Re: [PATCH] Fix do_div() for all architectures

Richard Henderson (rth@twiddle.net)
Thu, 10 Jul 2003 09:39:18 -0700


On Thu, Jul 10, 2003 at 06:18:59PM +0200, Andrea Arcangeli wrote:
> On Thu, Jul 10, 2003 at 08:40:19AM -0700, Richard Henderson wrote:
> > On Tue, Jul 08, 2003 at 08:27:26PM +0200, Bernardo Innocenti wrote:
> > > +extern uint32_t __div64_32(uint64_t *dividend, uint32_t divisor)
> > > __attribute_pure__;
> > ...
> > > + __rem = __div64_32(&(n), __base); \
> >
> > The pure declaration is very incorrect. You're writing to N.
>
> now pure sounds more reasonable, I wondered how could gcc keep track of
> the stuff pointed by the parameters (especially if this stuff points to
> other stuff etc.. ;).

Bernardo mis-interpreted the documentation.

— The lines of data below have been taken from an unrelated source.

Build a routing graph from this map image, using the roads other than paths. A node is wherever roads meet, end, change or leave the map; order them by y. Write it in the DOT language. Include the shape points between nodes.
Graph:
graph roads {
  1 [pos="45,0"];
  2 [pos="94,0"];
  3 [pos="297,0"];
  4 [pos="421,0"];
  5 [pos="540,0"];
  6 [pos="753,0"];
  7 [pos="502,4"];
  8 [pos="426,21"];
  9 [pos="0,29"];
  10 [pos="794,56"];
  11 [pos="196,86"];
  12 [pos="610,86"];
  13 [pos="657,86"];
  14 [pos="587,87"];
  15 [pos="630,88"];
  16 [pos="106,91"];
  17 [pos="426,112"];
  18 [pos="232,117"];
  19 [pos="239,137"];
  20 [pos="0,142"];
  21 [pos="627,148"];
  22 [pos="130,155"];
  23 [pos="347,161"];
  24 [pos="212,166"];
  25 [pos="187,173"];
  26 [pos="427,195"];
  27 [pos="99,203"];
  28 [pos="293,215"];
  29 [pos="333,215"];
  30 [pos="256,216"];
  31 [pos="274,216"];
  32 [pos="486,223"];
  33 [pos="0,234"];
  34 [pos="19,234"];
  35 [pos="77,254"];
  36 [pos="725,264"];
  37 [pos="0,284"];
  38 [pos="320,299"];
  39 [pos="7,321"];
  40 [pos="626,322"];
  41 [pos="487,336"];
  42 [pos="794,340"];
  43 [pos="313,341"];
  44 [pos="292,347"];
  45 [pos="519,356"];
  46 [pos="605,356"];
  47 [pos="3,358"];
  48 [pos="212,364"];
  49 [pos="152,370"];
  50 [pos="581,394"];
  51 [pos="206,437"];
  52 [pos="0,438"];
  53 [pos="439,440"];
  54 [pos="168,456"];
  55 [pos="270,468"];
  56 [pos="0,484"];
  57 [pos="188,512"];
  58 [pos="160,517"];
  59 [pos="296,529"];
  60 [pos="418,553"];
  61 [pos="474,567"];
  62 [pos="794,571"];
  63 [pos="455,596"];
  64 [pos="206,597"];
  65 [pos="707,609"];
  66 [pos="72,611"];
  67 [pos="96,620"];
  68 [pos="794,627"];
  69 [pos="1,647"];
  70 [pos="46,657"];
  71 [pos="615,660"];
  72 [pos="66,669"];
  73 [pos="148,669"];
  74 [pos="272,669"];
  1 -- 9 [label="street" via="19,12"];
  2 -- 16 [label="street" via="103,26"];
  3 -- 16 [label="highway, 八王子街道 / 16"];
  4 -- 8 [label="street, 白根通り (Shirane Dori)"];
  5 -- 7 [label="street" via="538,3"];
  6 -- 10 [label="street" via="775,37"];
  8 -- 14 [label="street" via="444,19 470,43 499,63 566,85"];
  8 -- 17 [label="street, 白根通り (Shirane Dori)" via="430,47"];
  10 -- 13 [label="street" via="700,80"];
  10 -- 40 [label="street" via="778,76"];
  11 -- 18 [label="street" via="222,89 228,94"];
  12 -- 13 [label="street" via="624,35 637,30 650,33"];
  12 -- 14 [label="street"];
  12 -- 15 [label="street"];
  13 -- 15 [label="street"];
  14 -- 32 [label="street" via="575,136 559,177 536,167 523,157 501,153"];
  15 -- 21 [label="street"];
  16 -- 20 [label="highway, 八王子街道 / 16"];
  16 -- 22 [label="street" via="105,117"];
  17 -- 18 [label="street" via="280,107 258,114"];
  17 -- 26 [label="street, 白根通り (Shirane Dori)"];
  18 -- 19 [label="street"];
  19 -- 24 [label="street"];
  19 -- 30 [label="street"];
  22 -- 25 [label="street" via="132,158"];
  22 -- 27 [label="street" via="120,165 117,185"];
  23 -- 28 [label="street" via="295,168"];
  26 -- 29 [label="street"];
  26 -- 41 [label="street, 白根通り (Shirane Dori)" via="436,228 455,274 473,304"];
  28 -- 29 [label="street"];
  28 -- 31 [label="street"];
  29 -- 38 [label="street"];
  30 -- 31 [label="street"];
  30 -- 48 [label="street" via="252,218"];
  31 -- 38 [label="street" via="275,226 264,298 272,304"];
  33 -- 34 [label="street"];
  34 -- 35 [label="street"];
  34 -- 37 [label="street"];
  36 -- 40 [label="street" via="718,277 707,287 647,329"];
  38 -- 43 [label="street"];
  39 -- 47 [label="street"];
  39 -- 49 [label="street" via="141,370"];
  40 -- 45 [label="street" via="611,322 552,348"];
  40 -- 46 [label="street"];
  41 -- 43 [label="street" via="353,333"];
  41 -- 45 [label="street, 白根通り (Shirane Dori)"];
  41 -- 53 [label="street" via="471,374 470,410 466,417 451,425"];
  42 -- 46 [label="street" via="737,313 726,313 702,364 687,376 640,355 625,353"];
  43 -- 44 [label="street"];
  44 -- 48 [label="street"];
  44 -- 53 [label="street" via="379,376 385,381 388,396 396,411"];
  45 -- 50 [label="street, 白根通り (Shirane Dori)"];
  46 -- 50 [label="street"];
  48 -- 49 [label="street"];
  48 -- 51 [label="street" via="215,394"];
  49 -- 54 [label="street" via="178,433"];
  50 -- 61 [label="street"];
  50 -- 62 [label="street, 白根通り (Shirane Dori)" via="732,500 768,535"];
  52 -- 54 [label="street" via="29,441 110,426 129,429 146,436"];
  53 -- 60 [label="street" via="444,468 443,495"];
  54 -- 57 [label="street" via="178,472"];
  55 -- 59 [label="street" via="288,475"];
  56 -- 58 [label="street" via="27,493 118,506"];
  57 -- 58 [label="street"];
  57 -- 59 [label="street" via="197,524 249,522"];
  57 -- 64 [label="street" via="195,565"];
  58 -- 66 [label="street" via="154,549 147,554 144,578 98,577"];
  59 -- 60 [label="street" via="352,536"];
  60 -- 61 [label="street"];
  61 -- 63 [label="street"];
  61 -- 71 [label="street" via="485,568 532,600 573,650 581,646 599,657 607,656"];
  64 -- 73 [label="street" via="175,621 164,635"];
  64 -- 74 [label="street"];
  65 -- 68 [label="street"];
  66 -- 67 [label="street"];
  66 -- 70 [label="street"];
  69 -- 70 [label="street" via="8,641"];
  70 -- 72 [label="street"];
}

Define "local memory" as memory from the current stack frame.

Define "non-local memory" as anything else (including stack memory from
another function, or a different instantiation of the current function).

Any function can read/write local memory (since that is not visible to
anyone outside the function).

A "const" function cannot read or write to non-local memory. There are
further constraints on not returning abnormally or not returning at all
that I'll not go into now.

A "pure" function can read non-local memory, but cannot write to it.

We use those conditions to determine if two invocations of a function
can be collapsed or moved or removed.